* [How to complete this task]: Search the records for the string "Write", then copy each line that has it.

* [Records provided]:
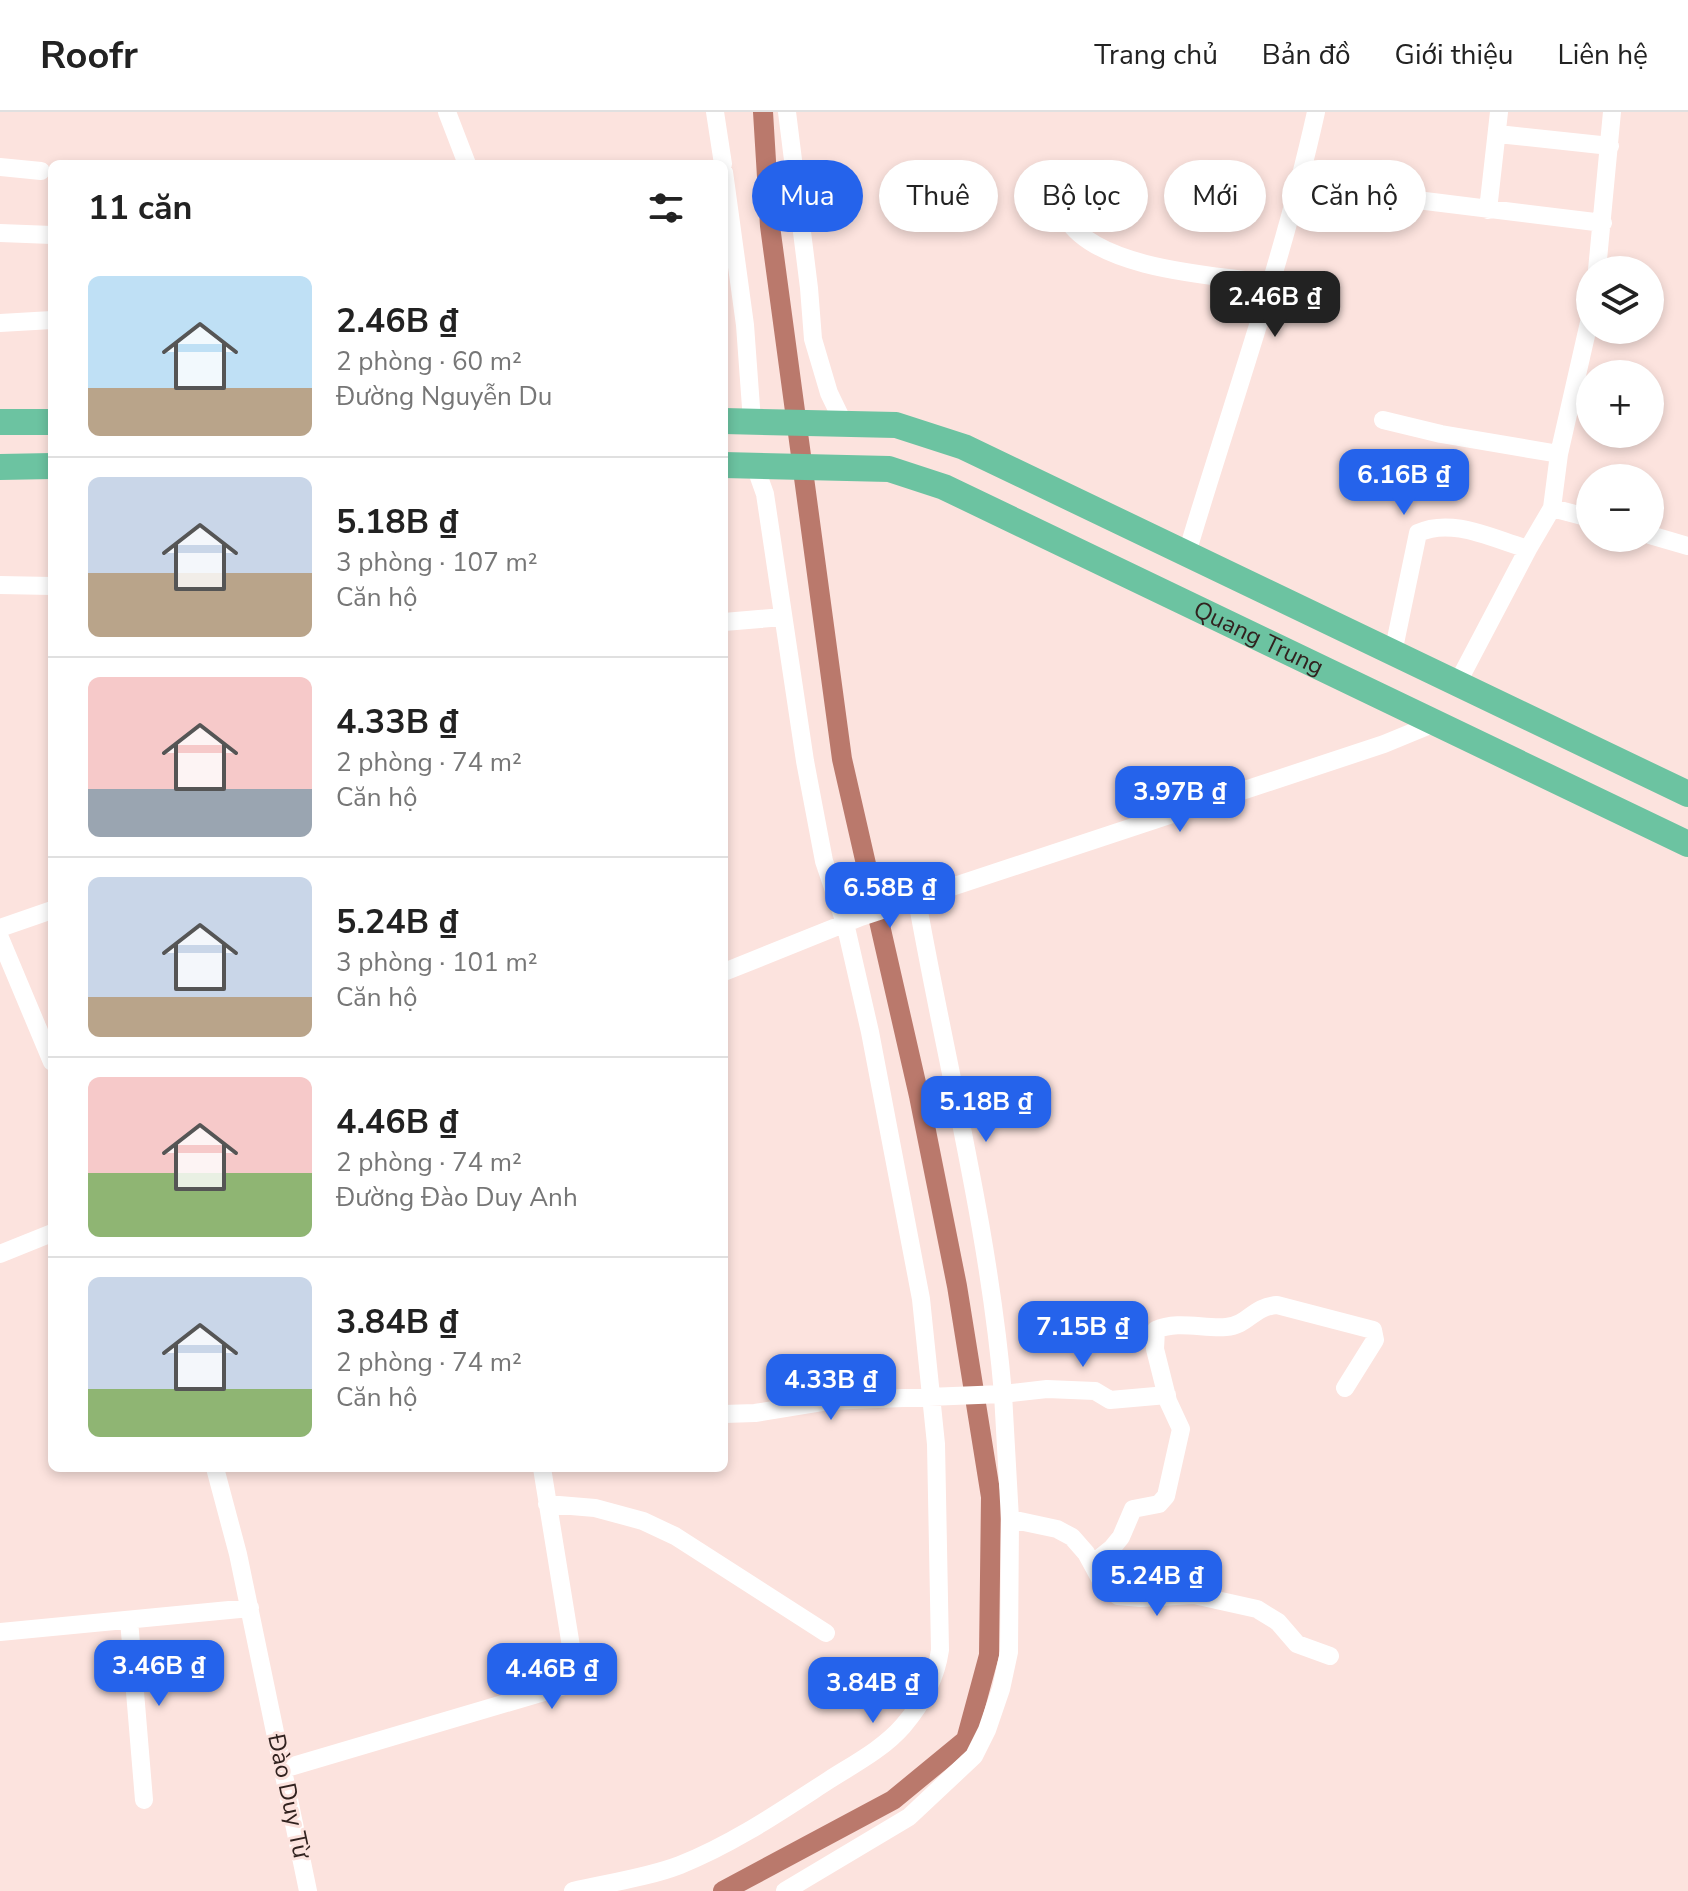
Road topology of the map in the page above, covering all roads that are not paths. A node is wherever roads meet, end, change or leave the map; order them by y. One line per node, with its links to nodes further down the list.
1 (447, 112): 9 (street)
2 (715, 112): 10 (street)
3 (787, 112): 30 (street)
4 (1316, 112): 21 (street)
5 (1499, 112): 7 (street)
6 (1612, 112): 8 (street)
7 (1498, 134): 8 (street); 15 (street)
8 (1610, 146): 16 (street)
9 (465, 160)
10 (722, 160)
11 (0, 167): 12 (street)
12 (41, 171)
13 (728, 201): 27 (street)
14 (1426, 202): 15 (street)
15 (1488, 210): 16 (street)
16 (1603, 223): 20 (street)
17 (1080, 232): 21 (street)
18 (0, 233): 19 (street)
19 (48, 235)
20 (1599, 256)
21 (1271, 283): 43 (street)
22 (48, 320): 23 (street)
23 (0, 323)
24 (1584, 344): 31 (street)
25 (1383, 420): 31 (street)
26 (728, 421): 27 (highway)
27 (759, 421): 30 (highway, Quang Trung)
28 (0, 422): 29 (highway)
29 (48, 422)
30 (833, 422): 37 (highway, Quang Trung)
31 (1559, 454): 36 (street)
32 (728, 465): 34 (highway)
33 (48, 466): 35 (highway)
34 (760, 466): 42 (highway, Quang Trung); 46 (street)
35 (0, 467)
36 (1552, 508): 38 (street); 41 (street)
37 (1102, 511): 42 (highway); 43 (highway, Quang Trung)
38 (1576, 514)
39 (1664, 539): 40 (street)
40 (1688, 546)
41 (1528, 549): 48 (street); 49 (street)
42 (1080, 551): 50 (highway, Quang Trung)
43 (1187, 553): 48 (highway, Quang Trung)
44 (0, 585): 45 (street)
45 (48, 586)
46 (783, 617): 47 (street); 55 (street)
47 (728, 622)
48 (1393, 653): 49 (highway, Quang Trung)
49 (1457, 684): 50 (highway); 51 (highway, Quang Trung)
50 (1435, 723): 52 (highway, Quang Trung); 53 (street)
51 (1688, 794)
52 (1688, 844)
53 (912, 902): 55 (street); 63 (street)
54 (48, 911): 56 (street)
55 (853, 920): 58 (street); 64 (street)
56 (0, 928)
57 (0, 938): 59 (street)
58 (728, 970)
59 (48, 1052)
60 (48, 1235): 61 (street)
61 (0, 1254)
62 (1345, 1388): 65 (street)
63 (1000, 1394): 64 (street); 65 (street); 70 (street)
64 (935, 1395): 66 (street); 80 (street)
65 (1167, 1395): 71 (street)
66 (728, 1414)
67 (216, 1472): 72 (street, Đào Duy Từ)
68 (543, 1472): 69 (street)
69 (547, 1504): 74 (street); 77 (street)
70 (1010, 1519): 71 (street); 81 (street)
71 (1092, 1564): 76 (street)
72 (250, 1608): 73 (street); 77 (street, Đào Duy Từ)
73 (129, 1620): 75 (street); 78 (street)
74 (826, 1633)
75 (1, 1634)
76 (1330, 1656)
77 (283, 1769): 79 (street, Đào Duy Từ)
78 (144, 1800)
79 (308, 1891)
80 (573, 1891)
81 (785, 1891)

---

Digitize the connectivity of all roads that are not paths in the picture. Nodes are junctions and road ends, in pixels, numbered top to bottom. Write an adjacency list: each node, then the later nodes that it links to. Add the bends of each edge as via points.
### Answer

==

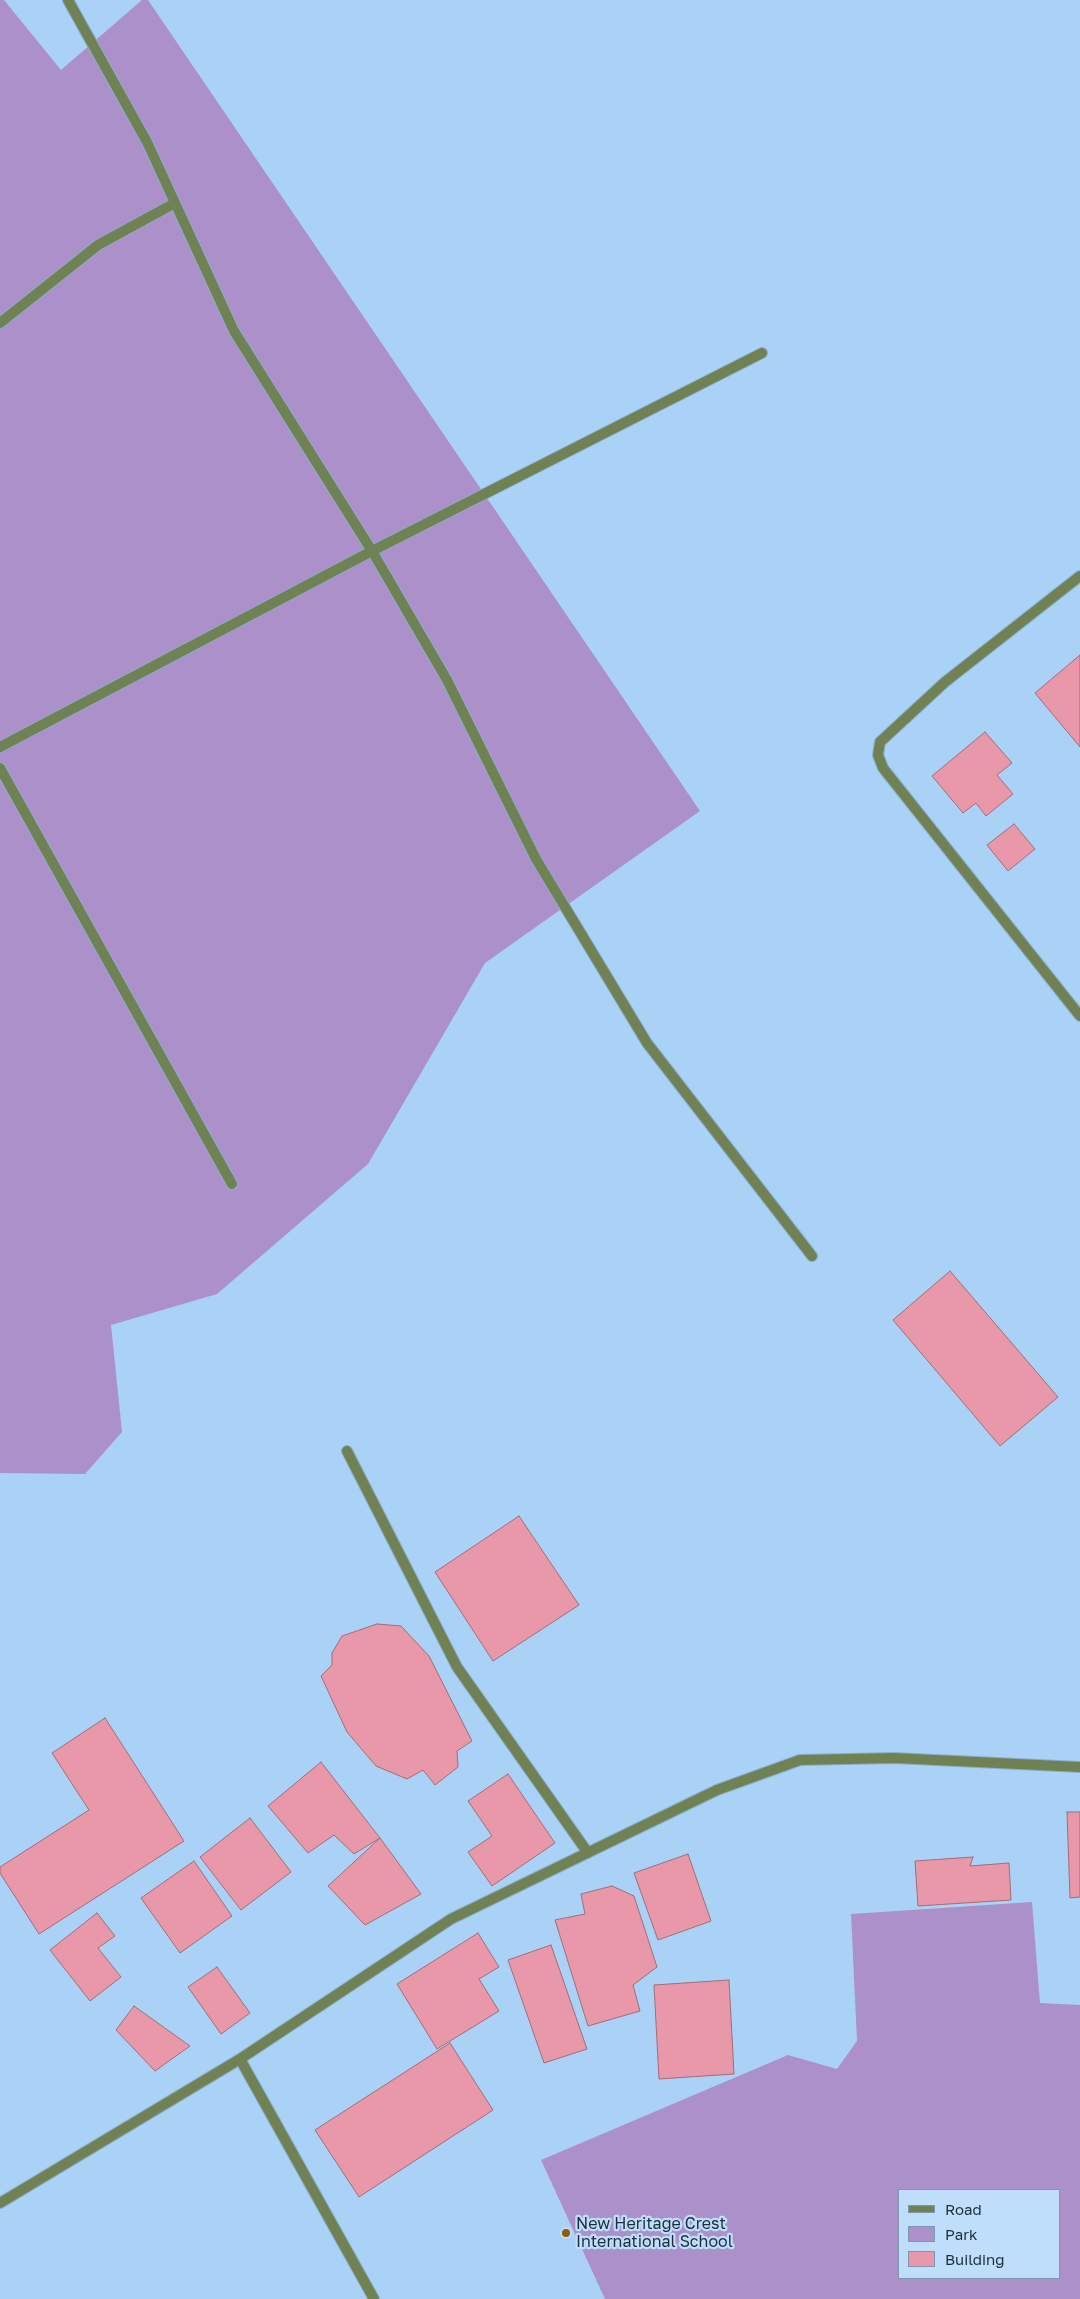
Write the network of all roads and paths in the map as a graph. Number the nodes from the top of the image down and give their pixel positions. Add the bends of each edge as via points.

* [Solution for this task]:
Digitize the connectivity of all roads that are not paths in the picture. Nodes are junctions and road ends, in pixels, numbered top to bottom. Write an adjacency list: each node, then the later nodes that it links to. Add the bends of each edge as via points.
Write the network of all roads and paths in the map as a graph. Number the nodes from the top of the image down and give their pixel positions. Add the bends of each edge as via points.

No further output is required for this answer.